Rejection comes in all flavors. Yet . . . I write on and on and on.
Sixteen hundred words a day or as much as my line editor can safely edit without losing her mind. Over the years, I have learned a couple of tricks and tips and techniques. Here are five.
1) For Women Only or Overly Meaty Men: Write braless: There is nothing worse than writing for sixteen hundred words worth and then realizing that your boobs have turned blue from lack of oxygenated blood. It’ll throw you off. Trust me.
2) Thesaurus – Yes or No: That’s a big yes. My professor said to throw the thesaurus out. Whatever. I’m pretty sure that no one knows all the synonyms for the word “heave.” Editors get testy when you use the same word for stuff over and over again. So, if you need another word for heaved in the following sentence, “Her bosom heaved,” with a thesaurus you could write: Her bosom surged. Her bosom billowed. Her bosom huffed. See? How handy is that?
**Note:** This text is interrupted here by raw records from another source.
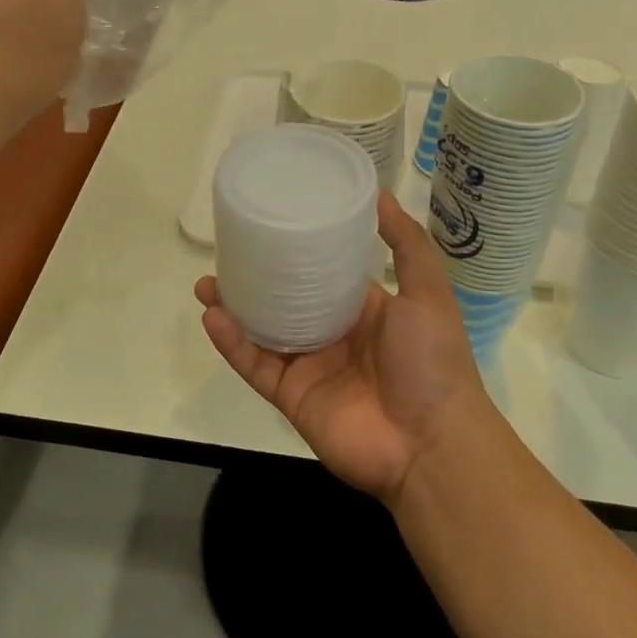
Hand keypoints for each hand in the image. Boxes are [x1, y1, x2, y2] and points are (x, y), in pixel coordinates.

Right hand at [197, 191, 491, 505]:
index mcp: (364, 310)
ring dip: (232, 308)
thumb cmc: (431, 360)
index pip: (323, 273)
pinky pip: (255, 365)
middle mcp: (333, 334)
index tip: (272, 225)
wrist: (431, 443)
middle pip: (284, 300)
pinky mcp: (291, 396)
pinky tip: (212, 318)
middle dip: (255, 279)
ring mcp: (310, 367)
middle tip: (226, 252)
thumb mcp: (427, 291)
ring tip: (205, 283)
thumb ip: (406, 244)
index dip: (299, 251)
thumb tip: (378, 193)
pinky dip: (231, 344)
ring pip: (261, 331)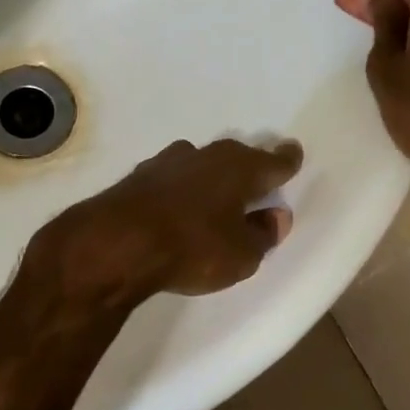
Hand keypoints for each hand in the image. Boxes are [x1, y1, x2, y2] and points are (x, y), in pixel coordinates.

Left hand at [30, 138, 303, 306]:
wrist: (115, 243)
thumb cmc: (192, 247)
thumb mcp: (241, 255)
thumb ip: (263, 235)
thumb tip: (276, 216)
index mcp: (240, 169)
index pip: (273, 161)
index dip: (286, 160)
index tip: (293, 154)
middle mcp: (207, 155)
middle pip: (237, 157)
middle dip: (248, 167)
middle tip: (257, 180)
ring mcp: (168, 162)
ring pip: (201, 163)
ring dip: (211, 176)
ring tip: (216, 195)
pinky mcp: (138, 176)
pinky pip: (172, 178)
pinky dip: (181, 188)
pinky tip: (178, 205)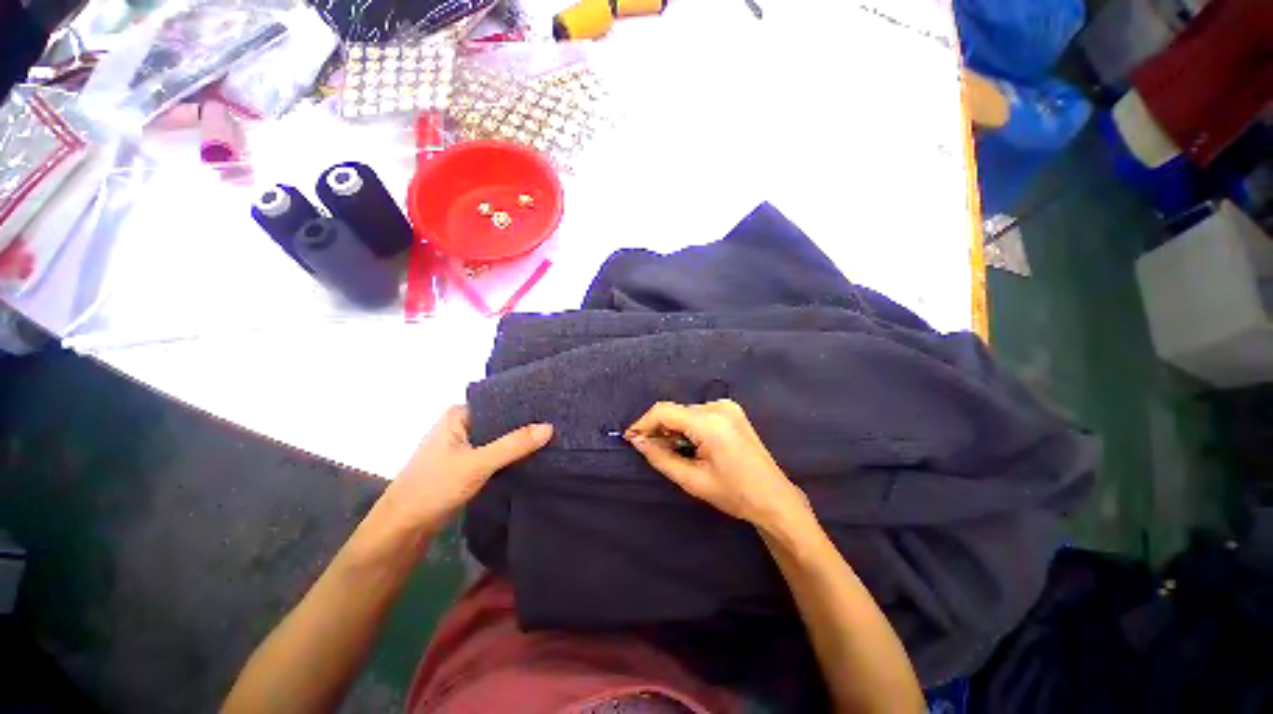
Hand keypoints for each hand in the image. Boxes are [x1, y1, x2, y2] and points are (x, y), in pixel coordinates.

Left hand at [384, 406, 552, 532]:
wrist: (405, 527)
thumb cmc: (435, 486)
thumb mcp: (478, 463)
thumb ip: (513, 445)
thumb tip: (549, 427)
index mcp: (459, 415)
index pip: (500, 402)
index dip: (525, 407)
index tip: (551, 408)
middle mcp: (462, 425)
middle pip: (501, 421)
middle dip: (525, 425)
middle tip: (556, 422)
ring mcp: (465, 445)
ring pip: (499, 438)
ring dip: (518, 441)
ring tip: (551, 436)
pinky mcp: (468, 463)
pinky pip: (496, 453)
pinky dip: (511, 455)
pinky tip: (532, 454)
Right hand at [626, 400, 809, 528]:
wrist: (774, 498)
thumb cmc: (734, 494)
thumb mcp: (692, 480)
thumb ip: (660, 457)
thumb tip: (637, 440)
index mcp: (710, 423)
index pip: (665, 411)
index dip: (643, 423)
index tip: (631, 438)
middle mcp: (719, 406)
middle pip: (676, 411)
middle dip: (659, 429)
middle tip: (651, 451)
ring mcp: (728, 407)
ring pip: (686, 413)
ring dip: (674, 429)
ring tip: (673, 452)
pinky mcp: (732, 411)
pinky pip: (699, 414)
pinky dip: (688, 427)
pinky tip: (690, 445)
3) Snack With Caution: Writers live at their keyboards. Potato grease in sour cream & onion chip dust can make the computer keys slick. Bad things can happen when your fingers slide around. Words like shoot and shot can come out in the wrong spots. That’s my theory. Poorly executed grammar, creepy spelling errors, upside down word choices, and dazzling typos are ALL due to slippery chip grease fingertip trouble. True story. True chronicle. True fiction.
4) Handling Massive Rejection: Eat more chips. Type more words. Tell more stories.
5) Why Write? Because one day your ten-year-old granddaughter will hand you a story she’s written just for you about pumpkin seed fairies, and she’ll say, “When I grow up, I want to be a writer just like you, YaYa.”
What I like best about being a writer and dreaming of having a wildly successful book, novel, tome, or opus (thesaurus alert) is that there can never be too many good ones.
Good books are like potato chips; you can never stop with just one.